FAQ: Seven Six Suited
Is Seven Six Suited a good hand?
It is one of the stronger speculative hands in the mid-low range, with more equity sources than most hands of similar rank. In position with implied odds it is a genuinely profitable hand to play. Without position or with insufficient implied odds it should be folded preflop.
What makes 76s better than hands like 75s or 65s?
Connectivity is the key factor. 76s produces open-ended straight draws on the widest range of board textures of the three — the Seven and Six work together naturally in both directions, whereas a gap in the sequence reduces the number of flops that create an open-ended draw.
How does the straight flush potential affect how you play 76s?
At 0.20% by the river it is the highest straight flush probability in the mid-low suited connector range.
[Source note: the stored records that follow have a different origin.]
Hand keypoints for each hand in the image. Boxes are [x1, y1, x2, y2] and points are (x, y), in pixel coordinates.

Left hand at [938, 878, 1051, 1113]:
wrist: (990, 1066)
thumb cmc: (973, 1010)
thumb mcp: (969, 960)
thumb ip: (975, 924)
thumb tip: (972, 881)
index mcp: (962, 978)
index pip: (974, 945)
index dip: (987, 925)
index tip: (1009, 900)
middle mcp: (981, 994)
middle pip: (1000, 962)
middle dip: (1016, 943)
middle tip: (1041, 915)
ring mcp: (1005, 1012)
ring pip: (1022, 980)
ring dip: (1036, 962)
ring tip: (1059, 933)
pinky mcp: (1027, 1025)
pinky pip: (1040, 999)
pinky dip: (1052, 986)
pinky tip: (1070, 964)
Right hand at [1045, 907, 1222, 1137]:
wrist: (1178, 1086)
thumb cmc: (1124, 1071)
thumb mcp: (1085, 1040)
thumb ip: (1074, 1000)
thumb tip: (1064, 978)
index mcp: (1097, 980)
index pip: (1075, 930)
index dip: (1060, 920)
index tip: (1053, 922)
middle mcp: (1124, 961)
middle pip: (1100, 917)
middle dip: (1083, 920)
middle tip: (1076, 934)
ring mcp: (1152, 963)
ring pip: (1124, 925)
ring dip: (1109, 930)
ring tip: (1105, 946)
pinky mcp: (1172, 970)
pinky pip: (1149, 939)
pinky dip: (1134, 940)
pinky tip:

More practically, the combination of straight draw and flush draw on the same flop — which 76s achieves more frequently than most hands — creates the conditions for a straight flush to develop, and those combination draw boards are where the hand’s semi-bluffing value is at its absolute peak.
When should you fold Seven Six Suited preflop?
When the price to see the flop is too high relative to your stack depth, when you are out of position against an aggressive player, or when the game conditions mean that implied odds — the ability to win a large pot when the draw completes — are not present. The hand needs cheap flops and deep stacks to be profitable.